Individual homes could soon be powered with their own solid oxide fuel cell systems, thanks to a breakthrough in performance.

The new system, from the Department of Energy’s Pacific Northwest National Laboratory (PNNL), achieves up to 57 percent efficiency – half as good again as previous versions of the same size. With a few small adjustments, they say, the efficiency could hit 60 percent.

It uses methane as fuel, and is designed for individual houses or neighborhoods.

“Solid oxide fuels cells are a promising technology for providing clean, efficient energy. But, until now, most people have focused on larger systems that produce 1 megawatt of power or more and can replace traditional power plants,” says Vincent Sprenkle,  chief engineer of PNNL’s solid oxide fuel cell development program.

“However, this research shows that smaller solid oxide fuel cells that generate between 1 and 100 kilowatts of power are a viable option for highly efficient, localized power generation.”

Sprenkle’s pilot system generates about 2 kW of electricity, about the amount a typical American home consumes.

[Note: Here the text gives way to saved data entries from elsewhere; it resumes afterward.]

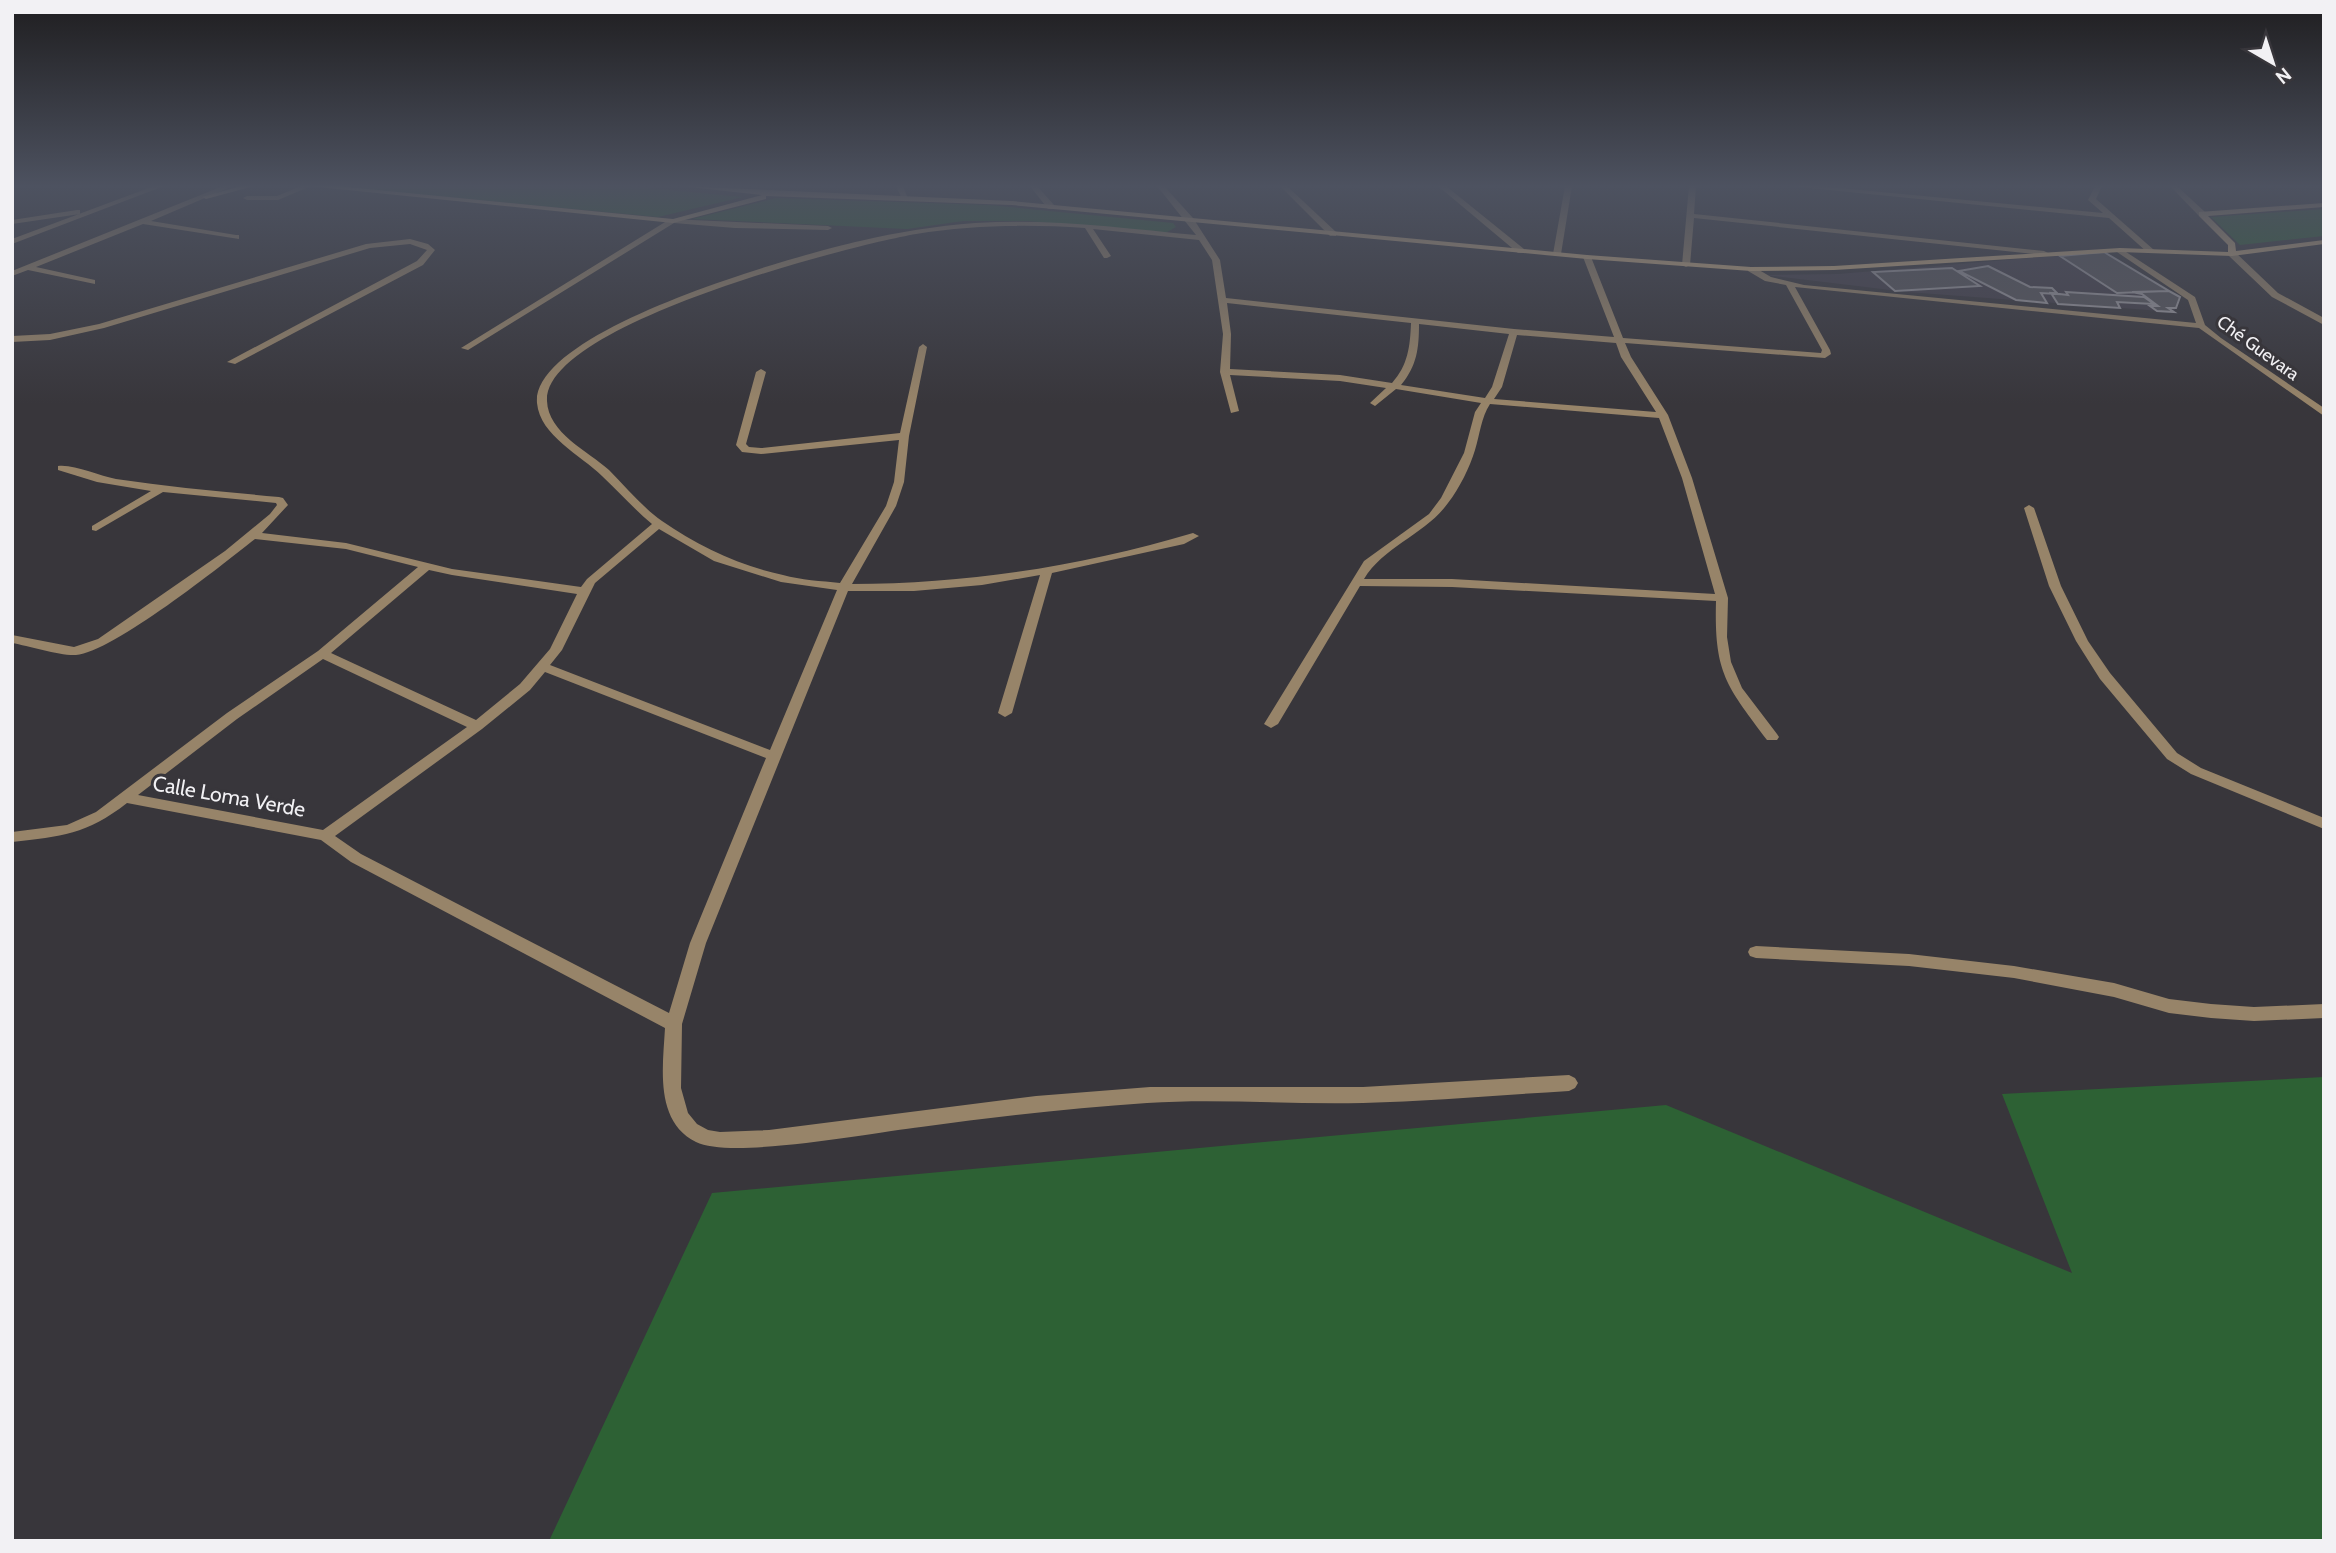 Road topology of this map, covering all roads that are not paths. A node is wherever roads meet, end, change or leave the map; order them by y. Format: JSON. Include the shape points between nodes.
{"nodes":[{"id":1,"x":51,"y":258,"type":"edge"},
{"id":2,"x":327,"y":258,"type":"edge"},
{"id":3,"x":424,"y":258,"type":"edge"},
{"id":4,"x":612,"y":258,"type":"edge"},
{"id":5,"x":802,"y":258,"type":"edge"},
{"id":6,"x":1215,"y":258,"type":"edge"},
{"id":7,"x":1588,"y":258,"type":"edge"},
{"id":8,"x":1605,"y":258,"type":"edge"},
{"id":9,"x":1687,"y":258,"type":"edge"},
{"id":10,"x":1967,"y":258,"type":"edge"},
{"id":11,"x":2132,"y":258,"type":"edge"},
{"id":12,"x":2237,"y":258,"type":"edge"},
{"id":13,"x":1686,"y":265,"type":"junction"},
{"id":14,"x":27,"y":268,"type":"junction"},
{"id":15,"x":1751,"y":269,"type":"junction"},
{"id":16,"x":12,"y":274,"type":"edge"},
{"id":17,"x":93,"y":282,"type":"dead end"},
{"id":18,"x":1789,"y":284,"type":"junction"},
{"id":19,"x":1223,"y":300,"type":"junction"},
{"id":20,"x":1415,"y":320,"type":"junction"},
{"id":21,"x":2324,"y":322,"type":"edge"},
{"id":22,"x":2201,"y":326,"type":"junction"},
{"id":23,"x":1514,"y":332,"type":"junction"},
{"id":24,"x":12,"y":339,"type":"edge"},
{"id":25,"x":1618,"y":339,"type":"junction"},
{"id":26,"x":923,"y":346,"type":"dead end"},
{"id":27,"x":465,"y":348,"type":"dead end"},
{"id":28,"x":232,"y":362,"type":"dead end"},
{"id":29,"x":761,"y":372,"type":"dead end"},
{"id":30,"x":1225,"y":372,"type":"junction"},
{"id":31,"x":1395,"y":386,"type":"junction"},
{"id":32,"x":1488,"y":401,"type":"junction"},
{"id":33,"x":1375,"y":403,"type":"dead end"},
{"id":34,"x":1234,"y":411,"type":"dead end"},
{"id":35,"x":2324,"y":413,"type":"edge"},
{"id":36,"x":1663,"y":415,"type":"junction"},
{"id":37,"x":904,"y":436,"type":"junction"},
{"id":38,"x":62,"y":468,"type":"dead end"},
{"id":39,"x":161,"y":489,"type":"junction"},
{"id":40,"x":2029,"y":508,"type":"dead end"},
{"id":41,"x":658,"y":524,"type":"junction"},
{"id":42,"x":96,"y":528,"type":"dead end"},
{"id":43,"x":253,"y":535,"type":"junction"},
{"id":44,"x":1193,"y":536,"type":"dead end"},
{"id":45,"x":425,"y":567,"type":"junction"},
{"id":46,"x":1047,"y":571,"type":"junction"},
{"id":47,"x":1358,"y":582,"type":"junction"},
{"id":48,"x":843,"y":589,"type":"junction"},
{"id":49,"x":584,"y":591,"type":"junction"},
{"id":50,"x":1722,"y":598,"type":"junction"},
{"id":51,"x":12,"y":639,"type":"edge"},
{"id":52,"x":322,"y":654,"type":"junction"},
{"id":53,"x":544,"y":667,"type":"junction"},
{"id":54,"x":1005,"y":713,"type":"dead end"},
{"id":55,"x":1271,"y":724,"type":"dead end"},
{"id":56,"x":477,"y":726,"type":"junction"},
{"id":57,"x":1772,"y":737,"type":"dead end"},
{"id":58,"x":773,"y":756,"type":"junction"},
{"id":59,"x":125,"y":798,"type":"junction"},
{"id":60,"x":2324,"y":824,"type":"edge"},
{"id":61,"x":325,"y":835,"type":"junction"},
{"id":62,"x":12,"y":837,"type":"edge"},
{"id":63,"x":1756,"y":952,"type":"dead end"},
{"id":64,"x":2324,"y":1011,"type":"edge"},
{"id":65,"x":674,"y":1024,"type":"junction"},
{"id":66,"x":1569,"y":1083,"type":"dead end"}],
"edges":[{"from":1,"to":14,"type":"street"},
{"from":2,"to":24,"type":"street","via":[[82,331]]},
{"from":3,"to":28,"type":"street"},
{"from":4,"to":27,"type":"street"},
{"from":5,"to":41,"type":"street","via":[[627,322],[585,344],[546,381],[541,400],[554,429]]},
{"from":6,"to":19,"type":"street"},
{"from":7,"to":25,"type":"street"},
{"from":8,"to":13,"type":"street"},
{"from":9,"to":13,"type":"street"},
{"from":10,"to":15,"type":"street"},
{"from":11,"to":22,"type":"street","name":"Ché Guevara","via":[[2192,299]]},
{"from":12,"to":21,"type":"street","via":[[2275,295]]},
{"from":13,"to":15,"type":"street"},
{"from":14,"to":16,"type":"street"},
{"from":14,"to":17,"type":"street"},
{"from":15,"to":18,"type":"street"},
{"from":18,"to":22,"type":"street"},
{"from":18,"to":25,"type":"street","via":[[1826,350],[1822,356]]},
{"from":19,"to":20,"type":"street"},
{"from":19,"to":30,"type":"street"},
{"from":20,"to":23,"type":"street"},
{"from":20,"to":31,"type":"street","via":[[1415,353],[1408,373]]},
{"from":22,"to":35,"type":"street","name":"Ché Guevara"},
{"from":23,"to":25,"type":"street"},
{"from":23,"to":32,"type":"street"},
{"from":25,"to":36,"type":"street"},
{"from":26,"to":37,"type":"street"},
{"from":29,"to":37,"type":"street","via":[[741,445],[746,450]]},
{"from":30,"to":31,"type":"street"},
{"from":30,"to":34,"type":"street"},
{"from":31,"to":32,"type":"street"},
{"from":31,"to":33,"type":"street"},
{"from":32,"to":36,"type":"street"},
{"from":32,"to":47,"type":"street","via":[[1446,499],[1433,516],[1368,564]]},
{"from":36,"to":50,"type":"street","via":[[1698,511]]},
{"from":37,"to":48,"type":"street","via":[[891,506]]},
{"from":38,"to":39,"type":"street"},
{"from":39,"to":42,"type":"street"},
{"from":39,"to":43,"type":"street","via":[[282,502],[279,512]]},
{"from":40,"to":60,"type":"street","via":[[2055,586],[2082,641],[2172,756],[2221,782]]},
{"from":41,"to":48,"type":"street","via":[[743,569],[800,584]]},
{"from":41,"to":49,"type":"street"},
{"from":43,"to":45,"type":"street","via":[[358,548]]},
{"from":43,"to":51,"type":"street","via":[[119,631],[83,650]]},
{"from":44,"to":46,"type":"street"},
{"from":45,"to":49,"type":"street"},
{"from":45,"to":52,"type":"street"},
{"from":46,"to":48,"type":"street","via":[[926,586]]},
{"from":46,"to":54,"type":"street"},
{"from":47,"to":50,"type":"street"},
{"from":47,"to":55,"type":"street"},
{"from":48,"to":58,"type":"street"},
{"from":49,"to":53,"type":"street"},
{"from":50,"to":57,"type":"street","via":[[1725,662],[1736,689]]},
{"from":52,"to":56,"type":"street"},
{"from":52,"to":59,"type":"street"},
{"from":53,"to":56,"type":"street"},
{"from":53,"to":58,"type":"street"},
{"from":56,"to":61,"type":"street"},
{"from":58,"to":65,"type":"street","via":[[698,943]]},
{"from":59,"to":61,"type":"street","name":"Calle Loma Verde"},
{"from":59,"to":62,"type":"street","via":[[80,827]]},
{"from":61,"to":65,"type":"street","via":[[356,858]]},
{"from":63,"to":64,"type":"street","via":[[1909,960],[2014,972],[2211,1011]]},
{"from":65,"to":66,"type":"street","via":[[674,1100],[679,1117],[703,1136],[727,1140],[1150,1095],[1363,1095]]}]}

But it can be scaled up to produce between 100 and 250 kW, which could provide power for about 50 to 100 homes.

To achieve the improved efficiency, the team first used a process called external steam reforming. Steam mixes and reacts with the fuel, creating carbon monoxide and hydrogen, which then react with oxygen at the fuel cell’s anode and generate electricity.

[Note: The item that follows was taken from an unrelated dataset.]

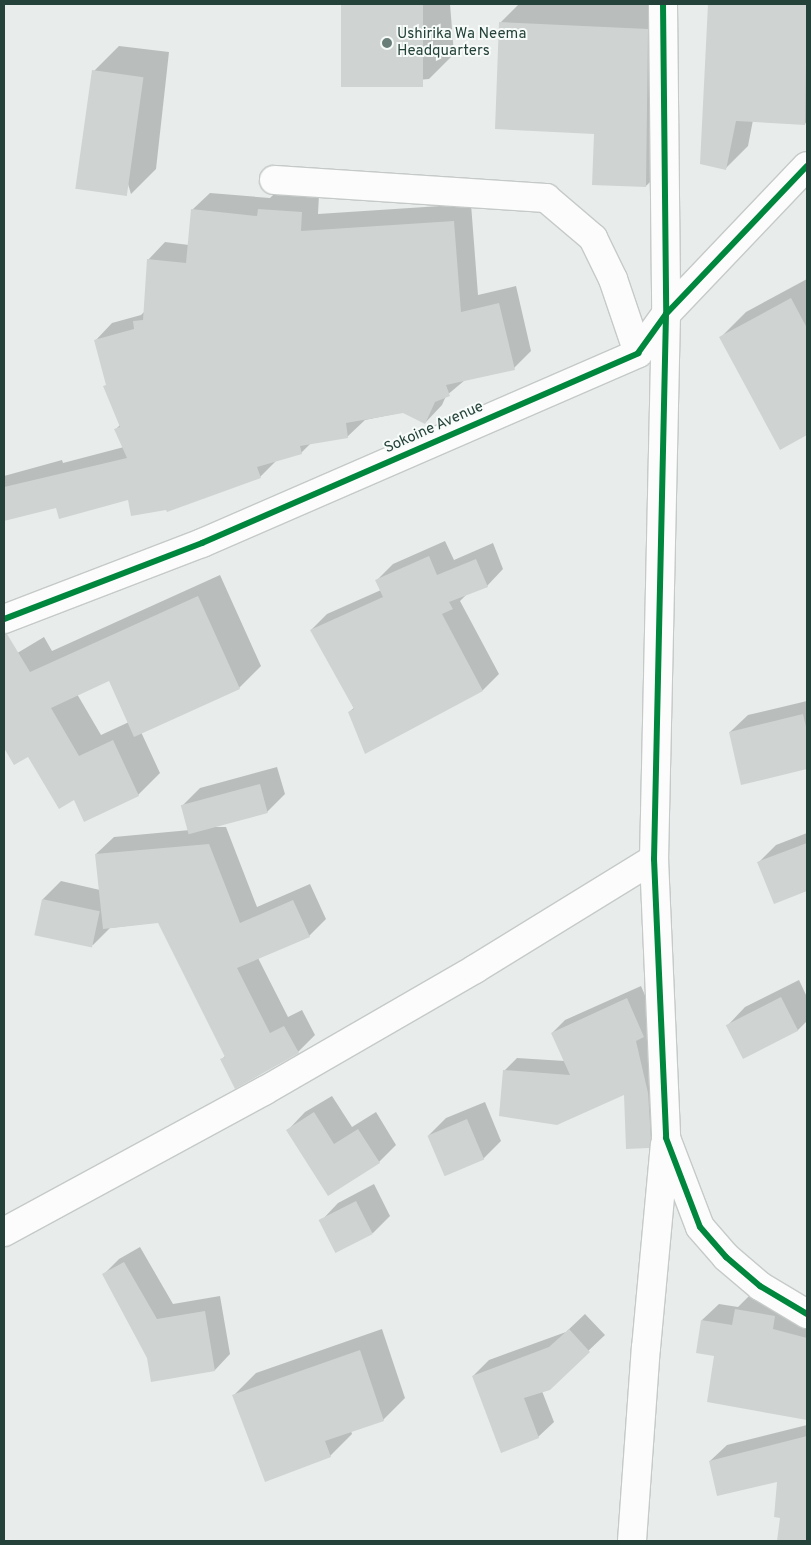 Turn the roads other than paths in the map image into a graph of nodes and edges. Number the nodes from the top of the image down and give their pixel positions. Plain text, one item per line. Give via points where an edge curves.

Unlike previous designs, PNNL’s uses external steam reforming, which completes the initial reactions between steam and the fuel outside of the fuel cell. This means that, thanks to new, multiple heat exchangers, heat doesn’t cause uneven temperatures on the ceramic layers that can potentially weaken and break the cell.

The second unique aspect of the system is that it recycles, using the exhaust from the anode – made up of steam and heat byproducts – to maintain the steam reforming process.

“There still are significant efforts required to reduce the overall cost to a point where it is economical for distributed generation applications,” says Sprenkle.

“However, this demonstration does provide an excellent blueprint on how to build a system that could increase electricity generation while reducing carbon emissions.”